Noting the Obama stickers on my car for both 2008 and 2012, a man in the Walmart parking lot this morning asked if I still liked the president. I answered yes. His response: “Well, you’re free to vote for any idiot you want to.”
Four years ago, I stood in the same parking lot with voter registration forms, signing up shoppers until the store asked me to leave since I didn’t have the necessary permission. In the 2008 election, the army of Democratic volunteers helped Obama win in Davidson County, but the state still went for the Republican ticket. Considering the comment I received today, it’s even less likely that Tennessee will vote Democrat in the 2012 election, especially since Santorum won this primary. Davidson County once again went against the grain; Republicans here gave the majority to Romney. Yes, I voted for Obama and will again in November.
It’s become embarrassing to admit that I used to be a Republican. In my view, the GOP party that got my vote some years back bears no resemblance whatsoever to that party today. Up North, unless things have changed since I moved, people embraced diversity. It may be an unfair generalization for me to view the Mid-South as unwelcoming to “differences” in cultures and beliefs. Voting for Santorum is definitely one confirmation. I may not follow the blow by blow of politics, but I do hear enough about his radical (and scary to me) views to cringe at the thought of someone like him in charge.
But here I am in the Bible Belt, where the Republican-controlled government has been considering whether to ban any discussion of gays in schools, where creationism has its hardcore followers, where it’s lawful to carry guns even in a bar, and where a suburban community has protested against the building of a Muslim center in the neighborhood. Downtown a few weeks ago, I walked a roughly four-block area occupied by honkytonks ablaze with neon lights, country music blasting from the doorways and stores selling tourist souvenirs and goods. A few blocks away, in another roughly four-block area, there were churches in every direction. Later, passing one of the Catholic schools on the west side, I caught sight of a sign that equated abortion with baby killing. It was planted next to a roadside display of what looked like hundreds of small white crosses.

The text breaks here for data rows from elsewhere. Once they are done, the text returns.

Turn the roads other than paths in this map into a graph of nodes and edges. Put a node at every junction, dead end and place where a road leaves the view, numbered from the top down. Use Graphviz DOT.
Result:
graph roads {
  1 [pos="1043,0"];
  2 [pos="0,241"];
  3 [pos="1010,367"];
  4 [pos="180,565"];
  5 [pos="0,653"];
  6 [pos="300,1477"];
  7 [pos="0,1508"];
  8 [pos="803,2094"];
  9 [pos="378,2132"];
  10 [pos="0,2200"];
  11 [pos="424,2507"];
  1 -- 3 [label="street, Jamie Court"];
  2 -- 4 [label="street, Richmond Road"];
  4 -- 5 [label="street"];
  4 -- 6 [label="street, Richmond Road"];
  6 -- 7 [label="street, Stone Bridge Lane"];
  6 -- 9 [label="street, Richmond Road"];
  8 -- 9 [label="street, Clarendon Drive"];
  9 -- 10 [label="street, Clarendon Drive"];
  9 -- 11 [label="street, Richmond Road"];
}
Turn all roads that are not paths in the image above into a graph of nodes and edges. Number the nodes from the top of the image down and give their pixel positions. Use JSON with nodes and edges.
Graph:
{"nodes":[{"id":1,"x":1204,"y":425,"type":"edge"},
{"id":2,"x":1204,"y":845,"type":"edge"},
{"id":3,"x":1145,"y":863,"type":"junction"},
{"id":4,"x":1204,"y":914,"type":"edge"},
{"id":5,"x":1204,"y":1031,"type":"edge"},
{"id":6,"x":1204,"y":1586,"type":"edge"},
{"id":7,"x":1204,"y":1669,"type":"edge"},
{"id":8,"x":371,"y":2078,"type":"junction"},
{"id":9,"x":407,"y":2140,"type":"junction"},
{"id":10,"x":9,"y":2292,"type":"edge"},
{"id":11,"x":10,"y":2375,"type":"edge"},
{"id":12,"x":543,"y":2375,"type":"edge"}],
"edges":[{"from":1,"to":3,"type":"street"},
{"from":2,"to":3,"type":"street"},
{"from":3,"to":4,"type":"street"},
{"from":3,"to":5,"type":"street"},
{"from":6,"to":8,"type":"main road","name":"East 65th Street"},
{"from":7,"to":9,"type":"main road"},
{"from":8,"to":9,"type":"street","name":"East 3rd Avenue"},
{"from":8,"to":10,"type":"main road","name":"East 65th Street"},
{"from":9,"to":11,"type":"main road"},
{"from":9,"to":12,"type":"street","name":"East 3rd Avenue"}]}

I have to ask: what happened to the separation of church and state with candidates like Santorum wanting to dictate individual morality? What happened to diplomacy versus the war mongering I hear from Republican candidates on the subject of Iran? What kind of party does not protest with outrage and disgust when one of its leading voices calls a young woman a slut because she testifies on the need for healthcare coverage of women’s birth control?
From this Democrat’s view, radicalism has become the norm on other side of the aisle. Surrounded by fundamentalists (who could be carrying guns), I do have to speak cautiously in these parts. I did tell a woman in a workout class that I was a Democrat and she replied that I was the only other one she had ever met. I’m looking forward to seeing Bill Maher when he appears in town next week. I expect that most of those attending will also be Democrats. Unless of course, some Republicans come hoping to hear Maher target Romney. I wonder if the show will be sold out.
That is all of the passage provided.